Cho notes that this is true even “regardless of any one person’s overt claim to static sexual orientation.” Cho describes how taken aback he was by the micro-blogging platform Tumblr because of how well it distilled “queer affect” without the use of text. He says, “All there was was the gist.” By contrast, on the blogs of Cho’s youth, people communicated through the text-based “literal testimonials” of their sexual experiences. In other words, Tumblr was the first place where Cho encountered the “vibes”—another word for sensibility or affect—that are now an animating force on the Internet.
Vibes were easy to curate on Tumblr because the website favored curation over creation. He describes the difference between a platform like LiveJournal, which relied on text, with Tumblr:
The experience of Tumblr is less like reading a LiveJournal blog and more like walking through a million different constantly shifting galleries—both may contain serious emotional heft and personal investment, but the latter relies much more on aesthetics, intimation, sensibility, and movement—in short, affect. … We don’t really know the stories behind these vintage posts. Without any sort of caption or credit viewers are simply left to fill in the blanks with their own assumptions of who these people are.
This empty space creates fluidity in what a label like “lesbian” can mean to the user, while also allowing people to engage in online behaviors that had a “gay vibe.” These behaviors might include sharing, creating, and consuming content in a community setting. The user is in some sense “participating” in a homosexually coded community, but their behavior is untethered from sex. It is no longer necessary to be a homosexual to be gay; only to have an affinity for and a talent for projecting the homosexual affect.

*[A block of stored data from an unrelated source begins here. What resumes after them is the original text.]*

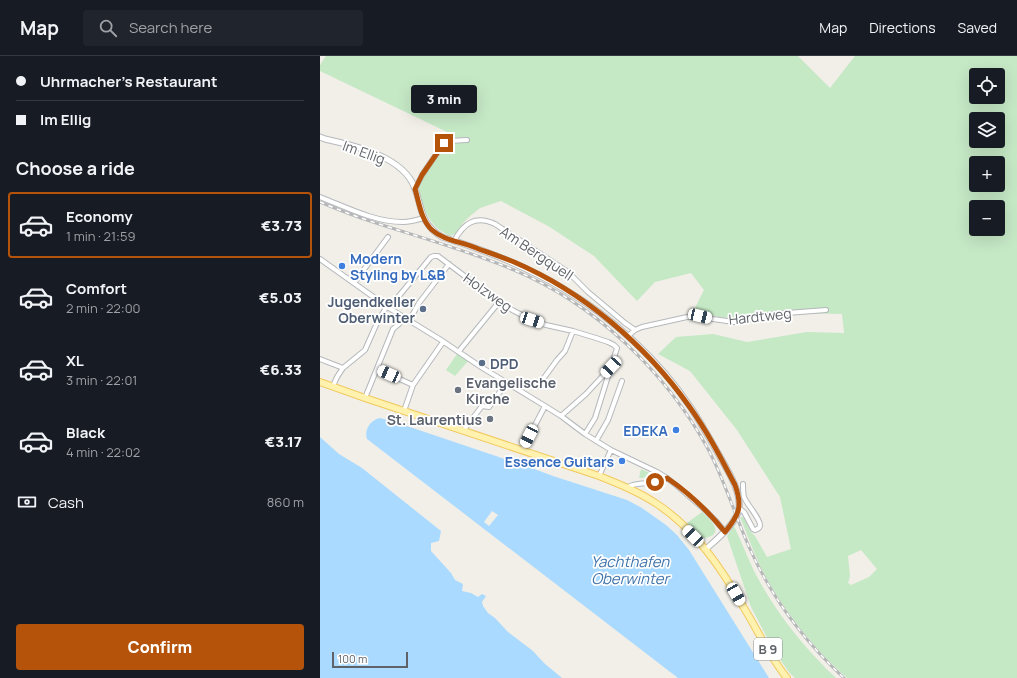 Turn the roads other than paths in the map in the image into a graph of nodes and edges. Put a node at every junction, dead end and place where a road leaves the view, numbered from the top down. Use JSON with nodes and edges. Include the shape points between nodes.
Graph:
{"nodes":[{"id":1,"x":320,"y":137,"type":"edge"},
{"id":2,"x":466,"y":140,"type":"dead end"},
{"id":3,"x":415,"y":189,"type":"junction"},
{"id":4,"x":320,"y":197,"type":"edge"},
{"id":5,"x":424,"y":218,"type":"junction"},
{"id":6,"x":388,"y":237,"type":"dead end"},
{"id":7,"x":454,"y":241,"type":"junction"},
{"id":8,"x":320,"y":259,"type":"edge"},
{"id":9,"x":450,"y":264,"type":"junction"},
{"id":10,"x":354,"y":283,"type":"junction"},
{"id":11,"x":499,"y":302,"type":"junction"},
{"id":12,"x":388,"y":307,"type":"junction"},
{"id":13,"x":826,"y":310,"type":"dead end"},
{"id":14,"x":403,"y":317,"type":"junction"},
{"id":15,"x":409,"y":321,"type":"junction"},
{"id":16,"x":635,"y":330,"type":"junction"},
{"id":17,"x":573,"y":331,"type":"junction"},
{"id":18,"x":628,"y":336,"type":"junction"},
{"id":19,"x":443,"y":342,"type":"junction"},
{"id":20,"x":459,"y":352,"type":"junction"},
{"id":21,"x":320,"y":359,"type":"edge"},
{"id":22,"x":611,"y":367,"type":"junction"},
{"id":23,"x":342,"y":368,"type":"junction"},
{"id":24,"x":377,"y":368,"type":"junction"},
{"id":25,"x":622,"y":380,"type":"dead end"},
{"id":26,"x":320,"y":382,"type":"edge"},
{"id":27,"x":509,"y":383,"type":"junction"},
{"id":28,"x":413,"y":385,"type":"junction"},
{"id":29,"x":333,"y":386,"type":"junction"},
{"id":30,"x":538,"y":386,"type":"dead end"},
{"id":31,"x":365,"y":398,"type":"junction"},
{"id":32,"x":545,"y":406,"type":"junction"},
{"id":33,"x":404,"y":411,"type":"junction"},
{"id":34,"x":561,"y":416,"type":"junction"},
{"id":35,"x":463,"y":431,"type":"junction"},
{"id":36,"x":585,"y":434,"type":"junction"},
{"id":37,"x":596,"y":441,"type":"junction"},
{"id":38,"x":522,"y":450,"type":"junction"},
{"id":39,"x":611,"y":450,"type":"junction"},
{"id":40,"x":599,"y":476,"type":"junction"},
{"id":41,"x":667,"y":478,"type":"junction"},
{"id":42,"x":743,"y":484,"type":"dead end"},
{"id":43,"x":629,"y":488,"type":"junction"},
{"id":44,"x":739,"y":508,"type":"junction"},
{"id":45,"x":725,"y":532,"type":"junction"},
{"id":46,"x":706,"y":549,"type":"junction"},
{"id":47,"x":787,"y":678,"type":"edge"}],
"edges":[{"from":1,"to":3,"type":"street","name":"Im Ellig","via":[[382,156],[403,171]]},
{"from":2,"to":3,"type":"street","via":[[444,143]]},
{"from":3,"to":5,"type":"street","name":"Im Ellig"},
{"from":4,"to":5,"type":"street","via":[[389,221],[402,222]]},
{"from":5,"to":7,"type":"street","via":[[436,233]]},
{"from":6,"to":10,"type":"street"},
{"from":7,"to":16,"type":"street","name":"Am Bergquell","via":[[463,227],[475,221],[482,220],[495,224],[568,272],[588,292]]},
{"from":7,"to":18,"type":"street","via":[[514,262],[548,279],[581,300]]},
{"from":8,"to":10,"type":"street"},
{"from":9,"to":11,"type":"street","name":"Holzweg"},
{"from":9,"to":12,"type":"street","name":"Holzweg","via":[[438,256],[431,257]]},
{"from":9,"to":15,"type":"street","via":[[419,303]]},
{"from":10,"to":12,"type":"street"},
{"from":11,"to":17,"type":"street","name":"Holzweg","via":[[532,320]]},
{"from":11,"to":20,"type":"street"},
{"from":12,"to":14,"type":"street"},
{"from":12,"to":23,"type":"street","via":[[365,350]]},
{"from":13,"to":16,"type":"street","name":"Hardtweg","via":[[774,314],[734,322],[700,316],[687,317]]},
{"from":14,"to":15,"type":"street"},
{"from":14,"to":24,"type":"street","via":[[393,329]]},
{"from":15,"to":19,"type":"street"},
{"from":16,"to":18,"type":"street","name":"Hardtweg"},
{"from":17,"to":22,"type":"street","name":"Holzweg","via":[[614,345],[617,348]]},
{"from":17,"to":30,"type":"street","via":[[565,351]]},
{"from":18,"to":44,"type":"street","via":[[662,371],[690,408],[735,485]]},
{"from":19,"to":20,"type":"street"},
{"from":19,"to":28,"type":"street"},
{"from":20,"to":27,"type":"street"},
{"from":21,"to":23,"type":"street"},
{"from":22,"to":34,"type":"street"},
{"from":22,"to":36,"type":"street","via":[[595,418]]},
{"from":23,"to":29,"type":"street"},
{"from":24,"to":28,"type":"street"},
{"from":24,"to":31,"type":"street"},
{"from":25,"to":37,"type":"street","via":[[608,420]]},
{"from":26,"to":29,"type":"main road","number":"B 9"},
{"from":27,"to":32,"type":"street"},
{"from":27,"to":35,"type":"street","via":[[489,407],[482,406]]},
{"from":28,"to":33,"type":"street"},
{"from":29,"to":31,"type":"main road","number":"B 9"},
{"from":31,"to":33,"type":"main road","number":"B 9"},
{"from":32,"to":34,"type":"street"},
{"from":32,"to":38,"type":"street"},
{"from":33,"to":35,"type":"main road","number":"B 9"},
{"from":34,"to":36,"type":"street"},
{"from":35,"to":38,"type":"main road","number":"B 9"},
{"from":36,"to":37,"type":"street"},
{"from":37,"to":39,"type":"street"},
{"from":38,"to":40,"type":"main road","number":"B 9"},
{"from":39,"to":40,"type":"street"},
{"from":39,"to":41,"type":"street"},
{"from":40,"to":43,"type":"main road","number":"B 9"},
{"from":41,"to":43,"type":"street","via":[[658,482],[633,484]]},
{"from":41,"to":45,"type":"street","via":[[705,510]]},
{"from":42,"to":44,"type":"street","via":[[744,496],[760,528],[753,529]]},
{"from":43,"to":46,"type":"main road","number":"B 9","via":[[658,504]]},
{"from":44,"to":45,"type":"street","via":[[737,516]]},
{"from":45,"to":46,"type":"street"},
{"from":46,"to":47,"type":"main road","number":"B 9"}]} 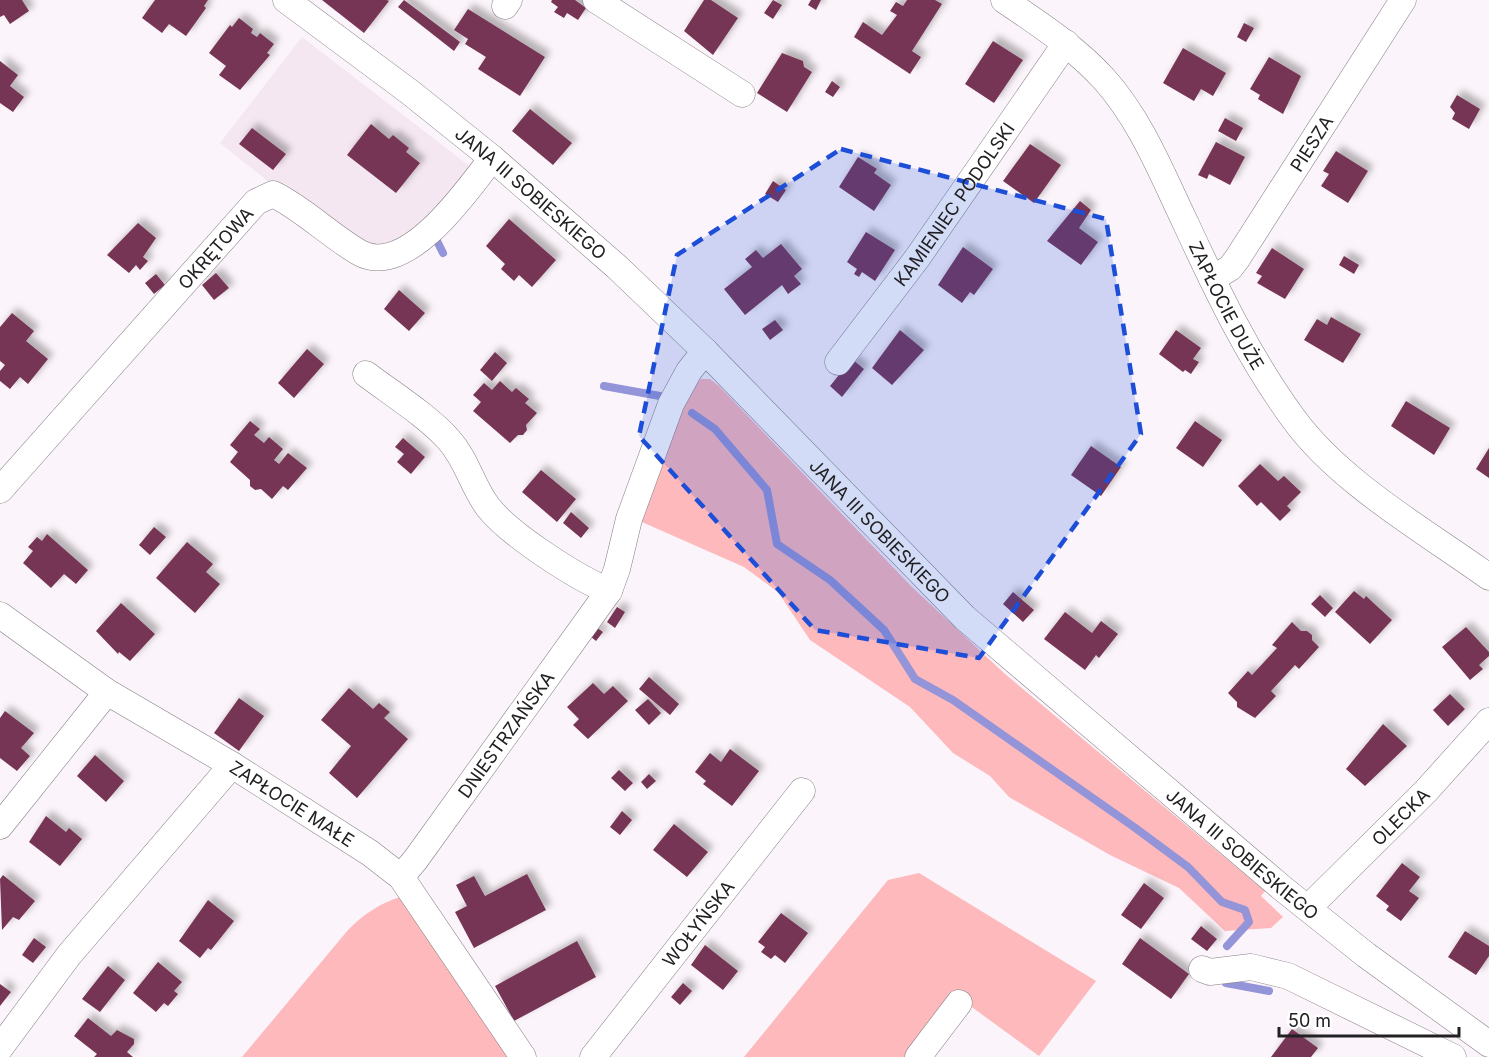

Again, sexual orientation isn’t the only place where this shift is seen. One—rather extreme—example is “wannarexia,” a slang term describing people who engage in online spaces for anorexia without themselves suffering from the disorder. “Wannarexia” and pro-anorexia culture more generally emerged for a complex web of reasons. The Internet allowed it to proliferate, evolve, and become consumable, making it accessible to new groups of people.
If anorexia, for example, is a moodboard and discourse, and not a set of harmful behaviors that require clinical treatment, then it is, in theory, open to anyone who feels an affinity towards it. Anorexia evolves from a diagnosis to a music playlist, a style of imagery, and an aesthetic, all in service to a “vibe.” The behaviors associated with it shift from restrictive dieting to cultivating a sensibility—expressing thinness without needing to be thin. If your day-to-day life is more predicated on digital behaviors than embodied ones, one can easily imagine how these identities feel real to the user, even though they are not lived in the traditional sense. They become real enough to say, “I’m a lesbian,” without ever engaging in the behaviors that would conventionally label a person as such.
Sexual orientation was especially well-suited to this shift, because the affect that connotes homosexuality was already well-established before the Internet. There was already a robust canon of film, literature, color palettes, and imagery that evoked homosexuality–ripe for sharing on the Internet.
Truly, homosexuality has become “queer.” To paraphrase an obscure text from the nineties, “I don’t know what [queer] is, but it’s not gay sex.”